The shelter clearing event preceded Denton’s fireworks display which took place on July 3 at North Lakes Park, located near the animal shelter.
“It’s so easily transmitted.” – Tiffany Thomson, City of Denton
Some feared that the fireworks would hurt or disturb the animals at the center. But Thomson said the event happened not because of the city’s display, but because the shelter was already at capacity.
“Often shelter cleaning takes place in August, but the summer hours are the busiest months for animal services, so we just took the opportunity to step up and do that too” , Thomson said.
The infection probably came from two cats taken in by the center, a domestic and a wild one, who had the virus when they arrived.

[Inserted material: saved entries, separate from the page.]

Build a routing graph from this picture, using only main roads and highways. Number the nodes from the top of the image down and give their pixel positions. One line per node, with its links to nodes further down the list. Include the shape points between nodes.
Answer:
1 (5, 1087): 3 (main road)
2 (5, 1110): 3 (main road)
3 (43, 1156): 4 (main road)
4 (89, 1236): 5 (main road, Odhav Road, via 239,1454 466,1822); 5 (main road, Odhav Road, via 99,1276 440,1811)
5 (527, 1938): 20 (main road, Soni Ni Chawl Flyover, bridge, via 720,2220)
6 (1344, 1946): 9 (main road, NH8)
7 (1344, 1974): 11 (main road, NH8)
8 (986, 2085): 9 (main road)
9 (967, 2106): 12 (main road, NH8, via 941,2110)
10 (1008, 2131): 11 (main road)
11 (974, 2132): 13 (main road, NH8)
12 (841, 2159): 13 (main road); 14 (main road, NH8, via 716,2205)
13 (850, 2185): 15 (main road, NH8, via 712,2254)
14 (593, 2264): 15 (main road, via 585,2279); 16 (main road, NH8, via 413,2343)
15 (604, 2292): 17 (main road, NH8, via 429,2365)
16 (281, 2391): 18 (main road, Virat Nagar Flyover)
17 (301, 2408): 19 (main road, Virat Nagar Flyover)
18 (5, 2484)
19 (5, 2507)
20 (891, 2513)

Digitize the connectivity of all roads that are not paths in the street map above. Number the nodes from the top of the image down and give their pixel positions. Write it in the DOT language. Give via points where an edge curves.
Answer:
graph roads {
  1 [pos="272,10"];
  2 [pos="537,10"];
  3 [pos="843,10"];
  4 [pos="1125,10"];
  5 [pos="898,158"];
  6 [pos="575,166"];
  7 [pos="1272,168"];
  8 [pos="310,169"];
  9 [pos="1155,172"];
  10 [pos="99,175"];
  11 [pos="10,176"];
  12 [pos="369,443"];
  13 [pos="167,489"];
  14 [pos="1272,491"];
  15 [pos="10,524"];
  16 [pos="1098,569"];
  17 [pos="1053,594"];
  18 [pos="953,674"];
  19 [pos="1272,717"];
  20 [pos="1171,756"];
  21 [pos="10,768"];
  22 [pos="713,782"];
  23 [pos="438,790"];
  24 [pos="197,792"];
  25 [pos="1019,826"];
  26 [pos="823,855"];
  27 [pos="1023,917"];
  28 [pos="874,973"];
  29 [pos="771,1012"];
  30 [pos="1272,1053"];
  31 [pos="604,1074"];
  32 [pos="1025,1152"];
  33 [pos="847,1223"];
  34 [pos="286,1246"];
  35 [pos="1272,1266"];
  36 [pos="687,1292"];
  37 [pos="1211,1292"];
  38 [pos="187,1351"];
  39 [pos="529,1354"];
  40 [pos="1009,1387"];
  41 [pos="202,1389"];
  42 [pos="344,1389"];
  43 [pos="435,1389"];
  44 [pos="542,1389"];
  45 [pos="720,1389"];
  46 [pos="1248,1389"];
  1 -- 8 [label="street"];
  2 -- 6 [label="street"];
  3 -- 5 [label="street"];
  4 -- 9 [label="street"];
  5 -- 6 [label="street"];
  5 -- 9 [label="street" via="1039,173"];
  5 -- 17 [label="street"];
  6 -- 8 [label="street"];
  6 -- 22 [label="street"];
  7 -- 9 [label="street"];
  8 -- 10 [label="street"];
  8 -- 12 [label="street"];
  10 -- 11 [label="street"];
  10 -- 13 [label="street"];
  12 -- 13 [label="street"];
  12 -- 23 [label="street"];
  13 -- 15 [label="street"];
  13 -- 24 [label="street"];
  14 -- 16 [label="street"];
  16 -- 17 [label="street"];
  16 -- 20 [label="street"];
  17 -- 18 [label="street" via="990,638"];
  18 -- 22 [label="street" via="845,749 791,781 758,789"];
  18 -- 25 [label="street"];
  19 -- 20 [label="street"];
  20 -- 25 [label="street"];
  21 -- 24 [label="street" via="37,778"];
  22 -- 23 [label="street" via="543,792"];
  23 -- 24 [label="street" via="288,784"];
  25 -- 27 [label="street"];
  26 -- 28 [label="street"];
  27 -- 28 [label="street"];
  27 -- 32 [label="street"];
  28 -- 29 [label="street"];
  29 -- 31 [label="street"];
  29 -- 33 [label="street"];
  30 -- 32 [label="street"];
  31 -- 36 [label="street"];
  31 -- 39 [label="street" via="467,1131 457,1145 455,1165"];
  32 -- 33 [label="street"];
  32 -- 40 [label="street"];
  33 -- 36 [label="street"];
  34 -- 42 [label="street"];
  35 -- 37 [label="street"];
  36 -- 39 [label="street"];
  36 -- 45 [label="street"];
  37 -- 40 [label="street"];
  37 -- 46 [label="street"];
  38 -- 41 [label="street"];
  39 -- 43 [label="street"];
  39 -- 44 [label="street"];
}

“Also, what more than likely happened was an asymptomatic cat came in here and didn’t know they had it,” Thomson said. “[We] always vaccinated against it, but if he already excretes this virus, it is very difficult to contain.
Calicivirus does not affect dogs, so dog adoptions continued until July 3.
“I really appreciate the public support. It’s always difficult when you have a virus in a shelter. We try to do everything to mitigate that when that happens,” Thomson said. “Hopefully we’ll be up and running…with our cat adoptions [after the 10 days]. But dogs, ready to go, come get a dog. They need a home.
In mid-June, an outbreak of canine distemper forced several Texas SPCA shelters to temporarily close.
Last November, dogs at Dallas Animal Shelter experienced an upsurge in distemper and upper respiratory infections.